[I18n-sig] Re: [Python-Dev] Unicode debate
Tue, 02 May 2000 11:56:21 +0200
Fredrik Lundh wrote:
> M.-A. Lemburg <email@example.com> wrote:
> > Just a small note on the subject of a character being atomic
> > which seems to have been forgotten by the discussing parties:
> > Unicode itself can be understood as multi-word character
> > encoding, just like UTF-8. The reason is that Unicode entities
> > can be combined to produce single display characters (e.g.
> > u"e"+u"\u0301" will print "é" in a Unicode aware renderer).
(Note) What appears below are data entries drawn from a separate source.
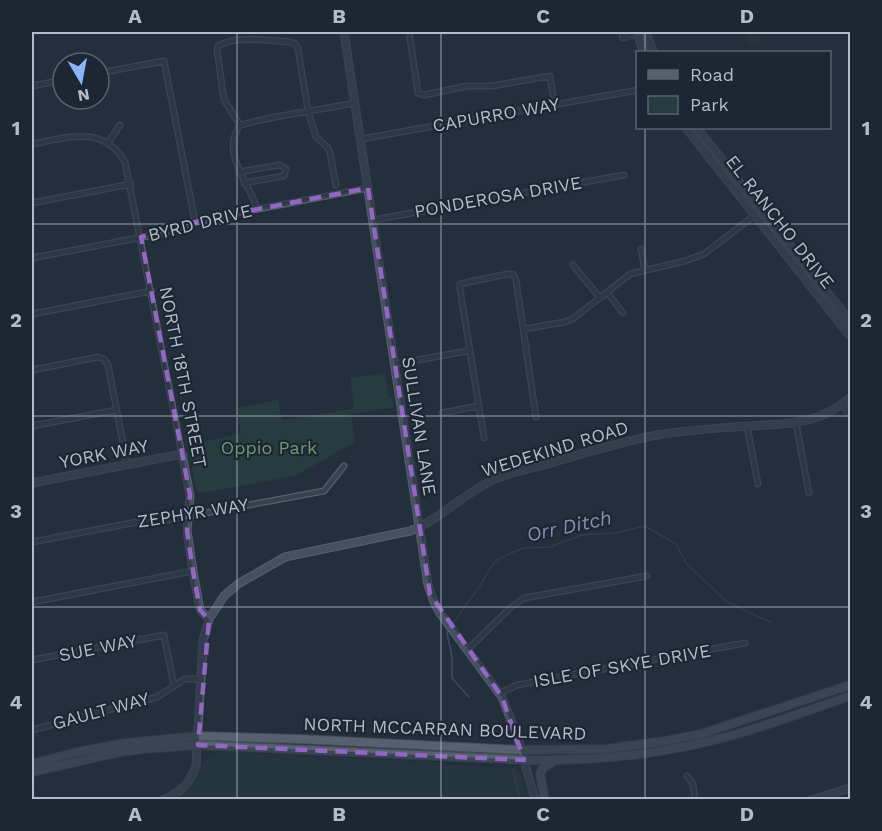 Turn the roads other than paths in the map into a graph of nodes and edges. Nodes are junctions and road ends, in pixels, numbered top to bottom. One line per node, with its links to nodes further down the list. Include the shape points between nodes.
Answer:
1 (344, 32): 13 (street, SULLIVAN LANE)
2 (409, 32): 12 (street, via 418,93 550,76)
3 (622, 32): 5 (street, via 623,39)
4 (646, 32): 7 (street)
5 (637, 33): 6 (street)
6 (644, 51)
7 (653, 51)
8 (111, 71): 32 (street, via 164,61)
9 (51, 82): 10 (street)
10 (32, 86)
11 (636, 89): 19 (street, CAPURRO WAY)
12 (554, 95)
13 (355, 103): 14 (street); 19 (street, SULLIVAN LANE)
14 (308, 111): 16 (street); 16 (street, via 295,44 229,41 217,50 224,100); 26 (street, via 316,137 330,153)
15 (120, 125): 20 (street)
16 (240, 125): 22 (street, via 234,136)
17 (687, 129): 30 (street, EL RANCHO DRIVE)
18 (698, 129): 43 (street, EL RANCHO DRIVE)
19 (361, 139): 27 (street, SULLIVAN LANE)
20 (108, 143): 21 (street, via 80,135); 25 (street, NORTH 18TH STREET, via 125,162)
21 (32, 144)
22 (239, 172): 24 (street); 24 (street, via 280,165 286,169 284,176)
23 (624, 175): 31 (street, PONDEROSA DRIVE)
24 (244, 183): 29 (street)
25 (131, 184): 28 (street); 33 (street, NORTH 18TH STREET)
26 (336, 185)
27 (368, 188): 29 (street, BYRD DRIVE); 31 (street, SULLIVAN LANE)
28 (32, 203)
29 (257, 209): 32 (street, BYRD DRIVE)
30 (756, 215): 37 (street, via 704,254); 45 (street, EL RANCHO DRIVE)
31 (373, 220): 47 (street, SULLIVAN LANE)
32 (195, 222): 33 (street, BYRD DRIVE)
33 (141, 237): 35 (street, BYRD DRIVE); 38 (street, NORTH 18TH STREET)
34 (641, 249): 37 (street)
35 (32, 258)
36 (573, 265): 40 (street)
37 (645, 270): 39 (street, via 630,274)
38 (151, 291): 42 (street); 60 (street, NORTH 18TH STREET)
39 (607, 292): 40 (street); 41 (street)
40 (600, 297): 44 (street, via 565,322)
41 (623, 313)
42 (32, 314)
43 (850, 321)
44 (524, 329): 46 (street, via 513,274 460,284); 55 (street)
45 (850, 336)
46 (468, 351): 47 (street); 51 (street)
47 (394, 364): 67 (street, SULLIVAN LANE)
48 (32, 370): 52 (street, via 101,358 108,365)
49 (850, 398): 50 (street, WEDEKIND ROAD)
50 (843, 405): 54 (street); 56 (street, WEDEKIND ROAD, via 827,415)
51 (478, 406): 53 (street); 59 (street)
52 (117, 410): 57 (street); 61 (street)
53 (442, 413)
54 (850, 415)
55 (536, 417)
56 (796, 423): 58 (street, WEDEKIND ROAD); 65 (street)
57 (32, 426)
58 (747, 426): 64 (street); 67 (street, WEDEKIND ROAD, via 648,437 497,479)
59 (484, 438)
60 (182, 454): 61 (street, YORK WAY); 66 (street, NORTH 18TH STREET, via 190,495)
61 (127, 464): 63 (street, YORK WAY)
62 (345, 466): 66 (street, ZEPHYR WAY, via 324,491)
63 (32, 483)
64 (758, 484)
65 (809, 493)
66 (189, 516): 68 (street, ZEPHYR WAY); 69 (street, NORTH 18TH STREET, via 187,531)
67 (420, 527): 72 (street, WEDEKIND ROAD, via 285,557 231,590); 74 (street, SULLIVAN LANE, via 430,594)
68 (32, 542)
69 (193, 572): 71 (street); 72 (street, NORTH 18TH STREET, via 200,610)
70 (646, 576): 74 (street, via 524,598)
71 (32, 602)
72 (209, 619): 76 (street, WEDEKIND ROAD, via 203,640)
73 (745, 643): 79 (street, ISLE OF SKYE DRIVE, via 517,685)
74 (468, 649): 79 (street, SULLIVAN LANE)
75 (32, 660): 78 (street, SUE WAY, via 164,635)
76 (201, 679): 78 (street, GAULT WAY, via 185,679); 82 (street, WEDEKIND ROAD)
77 (850, 685): 84 (main road, NORTH MCCARRAN BOULEVARD, via 737,724 666,741 606,749)
78 (174, 686): 81 (street, GAULT WAY, via 157,697)
79 (500, 693): 84 (street, SULLIVAN LANE)
80 (850, 696): 86 (main road, NORTH MCCARRAN BOULEVARD, via 698,744 639,755)
81 (32, 730)
82 (199, 736): 83 (street, WEDEKIND ROAD); 84 (main road, NORTH MCCARRAN BOULEVARD); 87 (main road, NORTH MCCARRAN BOULEVARD, via 125,743)
83 (198, 745): 85 (main road, NORTH MCCARRAN BOULEVARD); 88 (main road, NORTH MCCARRAN BOULEVARD, via 143,748); 91 (street, WEDEKIND ROAD, via 190,779 182,790)
84 (521, 750): 85 (street, SULLIVAN LANE)
85 (524, 760): 86 (main road, NORTH MCCARRAN BOULEVARD); 92 (street, SULLIVAN LANE)
86 (556, 760): 93 (main road, via 540,774)
87 (32, 764)
88 (32, 772)
89 (687, 776): 94 (street, via 693,784)
90 (850, 788): 95 (street)
91 (163, 800)
92 (535, 800)
93 (545, 800)
94 (695, 800)
95 (812, 800)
> > Slicing such a combined Unicode string will have the same
> > effect as slicing UTF-8 data.
> really? does it result in a decoder error? or does it just result
> in a rendering error, just as if you slice off any trailing character
> without looking...
In the example, if you cut off the u"\u0301", the "e" would
appear without the acute accent, cutting off the u"e" would
probably result in a rendering error or worse put the accent
over the next character to the left.
UTF-8 is better in this respect: it warns you about
the error by raising an exception when being converted to
> > It seems that most Latin-1 proponents seem to have single
> > display characters in mind. While the same is true for
> > many Unicode entities, there are quite a few cases of
> > combining characters in Unicode 3.0 and the Unicode
> > normalization algorithm uses these as basis for its
> > work.
> do we supported automatic normalization in 1.6?
No, but it is likely to appear in 1.7... not sure about
the "automatic" though.
FYI: Normalization is needed to make comparing Unicode
strings robust, e.g. u"é" should compare equal to u"e\u0301".